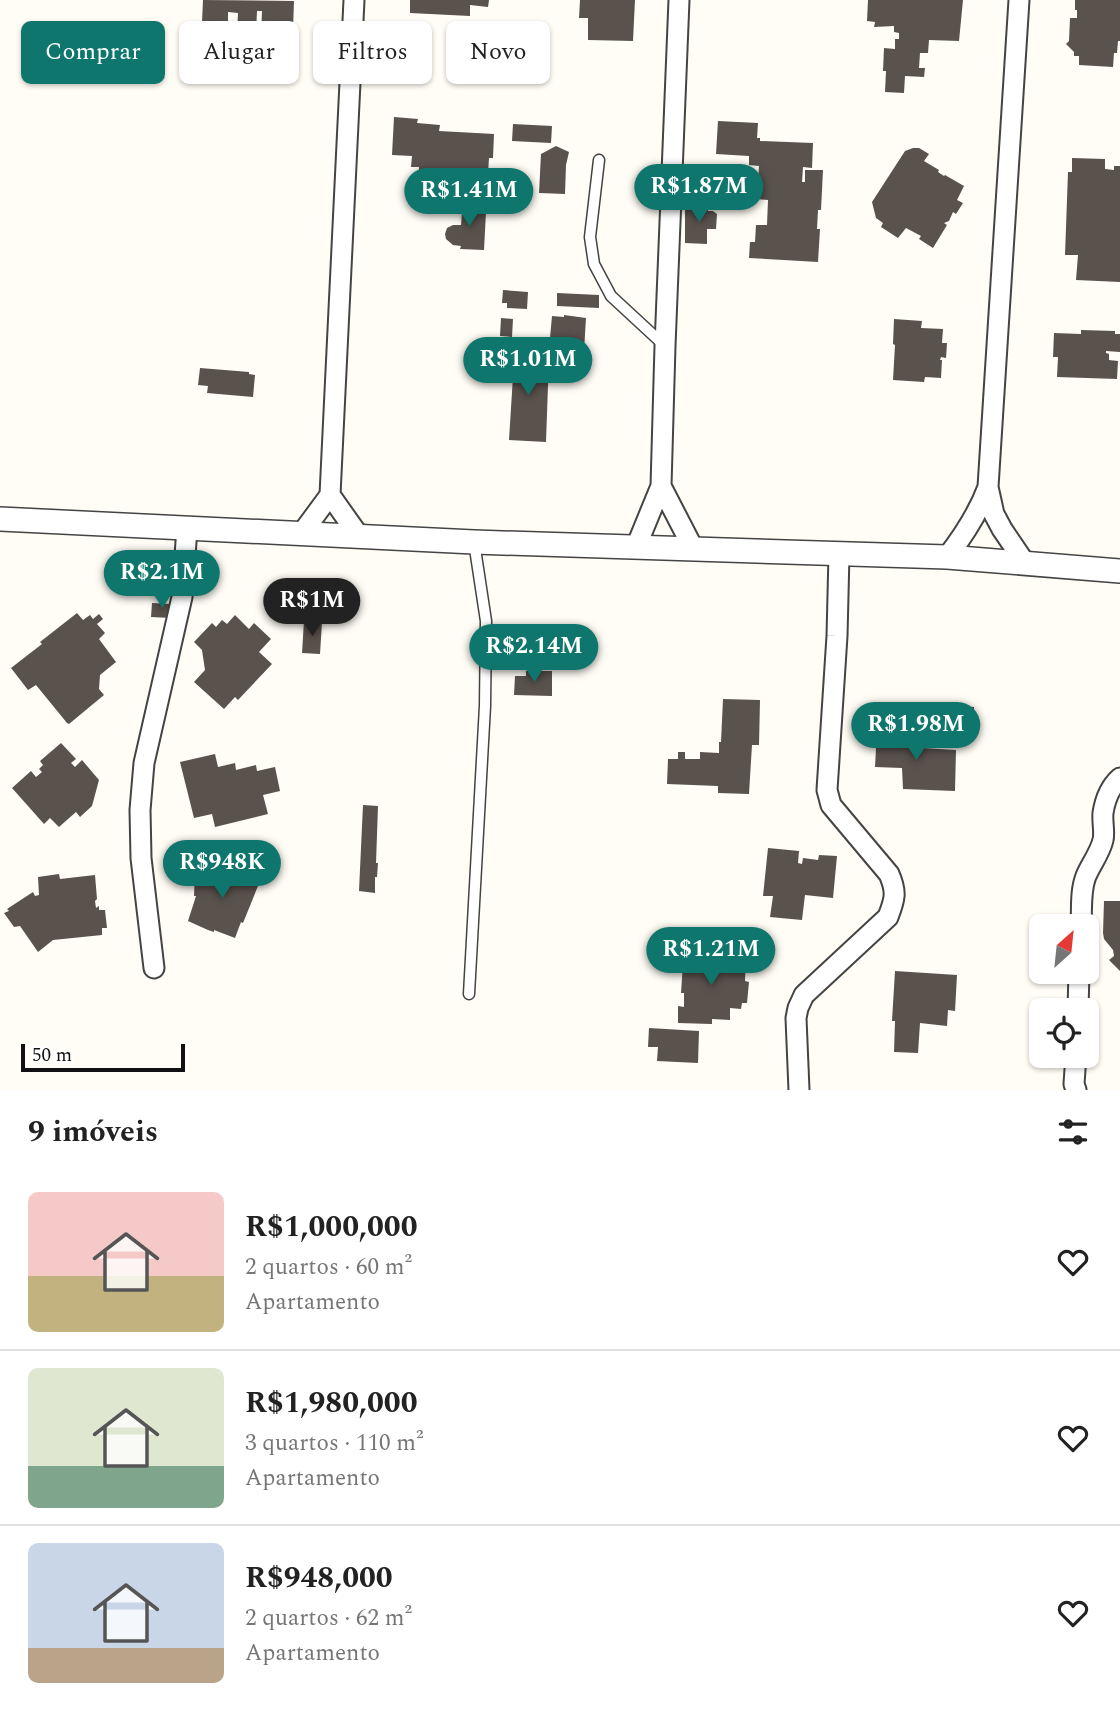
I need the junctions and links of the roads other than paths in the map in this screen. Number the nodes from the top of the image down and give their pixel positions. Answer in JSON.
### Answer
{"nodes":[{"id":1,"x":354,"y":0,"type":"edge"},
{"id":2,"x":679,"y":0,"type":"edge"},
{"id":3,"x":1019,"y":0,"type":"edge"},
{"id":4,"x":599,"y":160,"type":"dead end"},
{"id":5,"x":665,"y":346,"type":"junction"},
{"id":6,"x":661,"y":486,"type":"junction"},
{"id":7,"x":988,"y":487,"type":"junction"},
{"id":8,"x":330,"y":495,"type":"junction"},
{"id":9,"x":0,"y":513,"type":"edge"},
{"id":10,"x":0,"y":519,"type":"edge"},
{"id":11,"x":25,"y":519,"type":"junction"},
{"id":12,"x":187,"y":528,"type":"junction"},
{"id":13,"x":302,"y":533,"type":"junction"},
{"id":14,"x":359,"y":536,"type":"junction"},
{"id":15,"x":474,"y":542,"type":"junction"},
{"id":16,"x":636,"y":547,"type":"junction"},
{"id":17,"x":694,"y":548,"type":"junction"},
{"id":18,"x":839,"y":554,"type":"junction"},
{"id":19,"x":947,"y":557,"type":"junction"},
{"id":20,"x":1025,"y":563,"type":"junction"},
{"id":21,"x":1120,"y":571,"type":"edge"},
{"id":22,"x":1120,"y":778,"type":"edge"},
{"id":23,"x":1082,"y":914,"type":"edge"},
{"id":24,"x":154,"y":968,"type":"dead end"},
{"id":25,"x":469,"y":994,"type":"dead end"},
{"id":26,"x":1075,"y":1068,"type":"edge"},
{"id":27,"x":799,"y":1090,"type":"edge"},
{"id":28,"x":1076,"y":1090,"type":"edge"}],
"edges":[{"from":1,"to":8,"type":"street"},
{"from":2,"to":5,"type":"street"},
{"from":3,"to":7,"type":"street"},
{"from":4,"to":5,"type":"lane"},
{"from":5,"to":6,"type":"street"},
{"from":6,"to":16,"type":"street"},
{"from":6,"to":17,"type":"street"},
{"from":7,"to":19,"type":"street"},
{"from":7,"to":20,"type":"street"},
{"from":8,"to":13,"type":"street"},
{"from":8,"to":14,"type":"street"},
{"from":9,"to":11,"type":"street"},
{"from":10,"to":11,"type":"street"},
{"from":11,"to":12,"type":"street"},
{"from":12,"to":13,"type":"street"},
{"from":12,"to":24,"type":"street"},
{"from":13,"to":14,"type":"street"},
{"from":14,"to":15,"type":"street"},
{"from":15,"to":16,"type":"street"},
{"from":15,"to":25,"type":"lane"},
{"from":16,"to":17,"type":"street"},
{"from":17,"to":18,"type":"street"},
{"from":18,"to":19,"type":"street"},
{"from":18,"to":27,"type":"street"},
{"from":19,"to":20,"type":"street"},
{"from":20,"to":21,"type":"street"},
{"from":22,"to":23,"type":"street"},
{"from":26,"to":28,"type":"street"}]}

* * * *

▶ _PROBLEM_: A faithful copy of all the lines above is needed, with the pictures omitted.

▶ _RESPONSE_:
I need the junctions and links of the roads other than paths in the map in this screen. Number the nodes from the top of the image down and give their pixel positions. Answer in JSON.
### Answer
{"nodes":[{"id":1,"x":354,"y":0,"type":"edge"},
{"id":2,"x":679,"y":0,"type":"edge"},
{"id":3,"x":1019,"y":0,"type":"edge"},
{"id":4,"x":599,"y":160,"type":"dead end"},
{"id":5,"x":665,"y":346,"type":"junction"},
{"id":6,"x":661,"y":486,"type":"junction"},
{"id":7,"x":988,"y":487,"type":"junction"},
{"id":8,"x":330,"y":495,"type":"junction"},
{"id":9,"x":0,"y":513,"type":"edge"},
{"id":10,"x":0,"y":519,"type":"edge"},
{"id":11,"x":25,"y":519,"type":"junction"},
{"id":12,"x":187,"y":528,"type":"junction"},
{"id":13,"x":302,"y":533,"type":"junction"},
{"id":14,"x":359,"y":536,"type":"junction"},
{"id":15,"x":474,"y":542,"type":"junction"},
{"id":16,"x":636,"y":547,"type":"junction"},
{"id":17,"x":694,"y":548,"type":"junction"},
{"id":18,"x":839,"y":554,"type":"junction"},
{"id":19,"x":947,"y":557,"type":"junction"},
{"id":20,"x":1025,"y":563,"type":"junction"},
{"id":21,"x":1120,"y":571,"type":"edge"},
{"id":22,"x":1120,"y":778,"type":"edge"},
{"id":23,"x":1082,"y":914,"type":"edge"},
{"id":24,"x":154,"y":968,"type":"dead end"},
{"id":25,"x":469,"y":994,"type":"dead end"},
{"id":26,"x":1075,"y":1068,"type":"edge"},
{"id":27,"x":799,"y":1090,"type":"edge"},
{"id":28,"x":1076,"y":1090,"type":"edge"}],
"edges":[{"from":1,"to":8,"type":"street"},
{"from":2,"to":5,"type":"street"},
{"from":3,"to":7,"type":"street"},
{"from":4,"to":5,"type":"lane"},
{"from":5,"to":6,"type":"street"},
{"from":6,"to":16,"type":"street"},
{"from":6,"to":17,"type":"street"},
{"from":7,"to":19,"type":"street"},
{"from":7,"to":20,"type":"street"},
{"from":8,"to":13,"type":"street"},
{"from":8,"to":14,"type":"street"},
{"from":9,"to":11,"type":"street"},
{"from":10,"to":11,"type":"street"},
{"from":11,"to":12,"type":"street"},
{"from":12,"to":13,"type":"street"},
{"from":12,"to":24,"type":"street"},
{"from":13,"to":14,"type":"street"},
{"from":14,"to":15,"type":"street"},
{"from":15,"to":16,"type":"street"},
{"from":15,"to":25,"type":"lane"},
{"from":16,"to":17,"type":"street"},
{"from":17,"to":18,"type":"street"},
{"from":18,"to":19,"type":"street"},
{"from":18,"to":27,"type":"street"},
{"from":19,"to":20,"type":"street"},
{"from":20,"to":21,"type":"street"},
{"from":22,"to":23,"type":"street"},
{"from":26,"to":28,"type":"street"}]}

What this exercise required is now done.